Required work = Output the material exactly, keeping every line intact.

··· Given data ···

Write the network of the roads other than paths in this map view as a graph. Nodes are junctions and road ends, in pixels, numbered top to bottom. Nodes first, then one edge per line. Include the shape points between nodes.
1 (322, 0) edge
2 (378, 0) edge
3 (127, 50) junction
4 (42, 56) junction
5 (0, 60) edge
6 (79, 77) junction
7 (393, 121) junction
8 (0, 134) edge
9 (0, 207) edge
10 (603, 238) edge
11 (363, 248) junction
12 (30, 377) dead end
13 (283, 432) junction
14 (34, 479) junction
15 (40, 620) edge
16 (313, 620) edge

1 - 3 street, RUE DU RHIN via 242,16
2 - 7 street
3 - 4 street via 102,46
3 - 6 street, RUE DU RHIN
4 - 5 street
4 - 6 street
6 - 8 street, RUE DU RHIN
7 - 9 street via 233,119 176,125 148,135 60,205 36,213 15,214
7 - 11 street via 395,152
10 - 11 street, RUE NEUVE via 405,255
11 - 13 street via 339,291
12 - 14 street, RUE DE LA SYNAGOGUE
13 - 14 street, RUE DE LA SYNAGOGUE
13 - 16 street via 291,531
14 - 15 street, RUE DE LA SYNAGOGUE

···

Answer space =
Write the network of the roads other than paths in this map view as a graph. Nodes are junctions and road ends, in pixels, numbered top to bottom. Nodes first, then one edge per line. Include the shape points between nodes.
1 (322, 0) edge
2 (378, 0) edge
3 (127, 50) junction
4 (42, 56) junction
5 (0, 60) edge
6 (79, 77) junction
7 (393, 121) junction
8 (0, 134) edge
9 (0, 207) edge
10 (603, 238) edge
11 (363, 248) junction
12 (30, 377) dead end
13 (283, 432) junction
14 (34, 479) junction
15 (40, 620) edge
16 (313, 620) edge

1 - 3 street, RUE DU RHIN via 242,16
2 - 7 street
3 - 4 street via 102,46
3 - 6 street, RUE DU RHIN
4 - 5 street
4 - 6 street
6 - 8 street, RUE DU RHIN
7 - 9 street via 233,119 176,125 148,135 60,205 36,213 15,214
7 - 11 street via 395,152
10 - 11 street, RUE NEUVE via 405,255
11 - 13 street via 339,291
12 - 14 street, RUE DE LA SYNAGOGUE
13 - 14 street, RUE DE LA SYNAGOGUE
13 - 16 street via 291,531
14 - 15 street, RUE DE LA SYNAGOGUE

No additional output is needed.